Trump's controversial attack came the world is facing down a looming economic catastrophe, which the International Monetary Fund has said could see $9 trillion wiped from the global economy in the worst downturn since the 1930s Great Depression.
Underlining the point, Europe's powerhouse Germany has been in recession since March, the government said Wednesday.
The virus-hit Chinese economy, second only to the US, probably contracted for the first time in around three decades in the first quarter, according to an AFP poll of economists.
Meanwhile finance ministers from the G20 -- the world's richest countries -- held virtual talks Wednesday about a possible debt mororatorium for poor states struggling to weather the costs of the pandemic.
European lockdowns easing
With tentative hope the pandemic could be past its peak in some European hotspots, countries are gradually lifting restrictions - to mixed reception.
Children started returning to nurseries, kindergartens and primary schools in parts of Denmark, where other measures, such as the closing of borders, bars, restaurants remained in place.
Finland's Prime Minister Sanna Marin also lifted a travel ban in the Helsinki region even as she urged residents to continue avoiding movement, saying "now is not the right time to go to the summer cottage".
Italy, the first European country to enter a full lockdown, is allowing bookshops, launderettes, stationers and children's clothing retailers to reopen.
And Spain, which saw another dip in its daily death toll, has permitted work to start some factories and construction sites, though most people remain under strict stay-at-home measures.
Yet warnings abound that a real return to normal is still a long way off.
Spain's Prime Minister Pedro Sanchez said the confinement was working but that "nothing will be the same until a vaccine is found".
Germany was also expected to extend its coronavirus restrictions to May 3, regional government sources said Wednesday.

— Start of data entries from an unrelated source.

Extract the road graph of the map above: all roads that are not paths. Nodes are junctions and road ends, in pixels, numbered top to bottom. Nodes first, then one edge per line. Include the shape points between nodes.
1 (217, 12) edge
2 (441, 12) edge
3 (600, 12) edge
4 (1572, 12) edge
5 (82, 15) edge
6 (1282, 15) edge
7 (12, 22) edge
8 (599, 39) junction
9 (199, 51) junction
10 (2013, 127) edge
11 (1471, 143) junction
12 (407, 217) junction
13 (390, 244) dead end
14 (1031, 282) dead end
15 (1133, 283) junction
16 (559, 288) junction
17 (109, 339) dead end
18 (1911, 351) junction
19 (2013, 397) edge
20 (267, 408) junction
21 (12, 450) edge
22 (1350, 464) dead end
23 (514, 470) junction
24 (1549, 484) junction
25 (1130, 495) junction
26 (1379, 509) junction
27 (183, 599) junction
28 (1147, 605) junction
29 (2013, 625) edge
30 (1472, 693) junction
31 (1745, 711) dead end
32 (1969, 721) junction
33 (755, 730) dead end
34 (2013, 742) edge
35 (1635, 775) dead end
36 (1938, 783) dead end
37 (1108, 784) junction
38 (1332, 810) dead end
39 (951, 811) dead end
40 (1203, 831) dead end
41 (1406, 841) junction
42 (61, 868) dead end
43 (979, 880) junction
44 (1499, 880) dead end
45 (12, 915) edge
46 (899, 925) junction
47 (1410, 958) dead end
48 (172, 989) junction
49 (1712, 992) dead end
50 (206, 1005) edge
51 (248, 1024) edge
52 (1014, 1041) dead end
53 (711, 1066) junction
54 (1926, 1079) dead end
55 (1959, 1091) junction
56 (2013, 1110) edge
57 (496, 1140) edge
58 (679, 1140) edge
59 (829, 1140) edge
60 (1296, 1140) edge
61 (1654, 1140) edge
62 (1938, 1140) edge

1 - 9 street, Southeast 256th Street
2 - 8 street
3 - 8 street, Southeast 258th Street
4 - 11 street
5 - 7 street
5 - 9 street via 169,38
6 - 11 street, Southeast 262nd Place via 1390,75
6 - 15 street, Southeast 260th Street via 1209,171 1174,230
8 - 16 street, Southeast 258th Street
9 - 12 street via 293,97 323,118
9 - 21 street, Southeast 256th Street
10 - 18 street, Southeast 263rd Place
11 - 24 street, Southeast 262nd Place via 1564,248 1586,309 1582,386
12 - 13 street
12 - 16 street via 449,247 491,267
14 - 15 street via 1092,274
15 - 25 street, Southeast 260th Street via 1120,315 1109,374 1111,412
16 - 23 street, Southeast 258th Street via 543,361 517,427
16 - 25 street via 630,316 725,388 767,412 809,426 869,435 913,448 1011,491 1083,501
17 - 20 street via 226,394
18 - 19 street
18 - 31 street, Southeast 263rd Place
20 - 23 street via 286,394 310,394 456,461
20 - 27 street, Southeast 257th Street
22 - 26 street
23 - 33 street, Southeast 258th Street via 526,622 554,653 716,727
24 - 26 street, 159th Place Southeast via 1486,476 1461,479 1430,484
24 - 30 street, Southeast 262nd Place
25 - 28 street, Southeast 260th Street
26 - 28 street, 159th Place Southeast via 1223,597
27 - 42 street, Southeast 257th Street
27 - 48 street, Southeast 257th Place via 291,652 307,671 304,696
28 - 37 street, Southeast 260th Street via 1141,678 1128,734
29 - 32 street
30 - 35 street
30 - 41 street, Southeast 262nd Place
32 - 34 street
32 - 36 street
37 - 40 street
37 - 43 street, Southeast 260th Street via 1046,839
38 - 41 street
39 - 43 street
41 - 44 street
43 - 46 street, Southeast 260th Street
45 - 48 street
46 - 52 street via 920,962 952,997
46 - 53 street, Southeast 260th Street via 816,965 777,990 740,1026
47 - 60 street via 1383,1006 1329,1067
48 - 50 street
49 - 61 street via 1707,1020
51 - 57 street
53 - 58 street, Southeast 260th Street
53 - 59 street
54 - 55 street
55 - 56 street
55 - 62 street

Harvard scientists, meanwhile, have warned it is unlikely that one-time lockdowns will do the job, predicting that repeated periods of social distancing could be needed into 2022 to avoid overwhelming hospitals.
'Unenforceable and unsustainable'
Elsewhere, governments are struggling to enforce lockdowns in impoverished regions where shutdowns are spreading hunger among the poorest.
As the virus appeared to be on the retreat in some parts of richer Europe, it is slowly taking hold in Africa, which has seen 15,000 cases and 800 deaths continent-wide -- with fears over growing hunger and possible social unrest.
"You are condemning people to a choice between starving and getting sick," said Jakkie Cilliers at the Pretoria-based Institute for Security Studies (ISS), wrning that lockdowns were unsustainable across much of Africa.
"It's not possible for 10 people living in a tin shack... to not go outside for three weeks."
A similar crisis is emerging in Ecuador, where hunger trumps fear of the virus for residents in rundown areas of the badly affected city of Guayaquil.
"The police come with a whip to send people running, but how do you say to a poor person 'Stay home' if you don't have enough to eat?" said Carlos Valencia, a 35-year-old teacher.
The city's mayor has warned that overstretched medical facilities mean many are dying without the chance to be tested -- a reality that could be be hiding the true extent of the carnage in many poorer places.
People are continuing to "collapse in their houses, in the hospitals, all over the place," said mayor Cynthia Viteri.
However, in parts of the world that saw early outbreaks, there were some hopeful examples of life going on as normal.
Though they were required to wear face masks and gloves, South Koreans nevertheless headed to the polls Wednesday and delivered a strong show of support for President Moon Jae-in, commending his handling of the epidemic.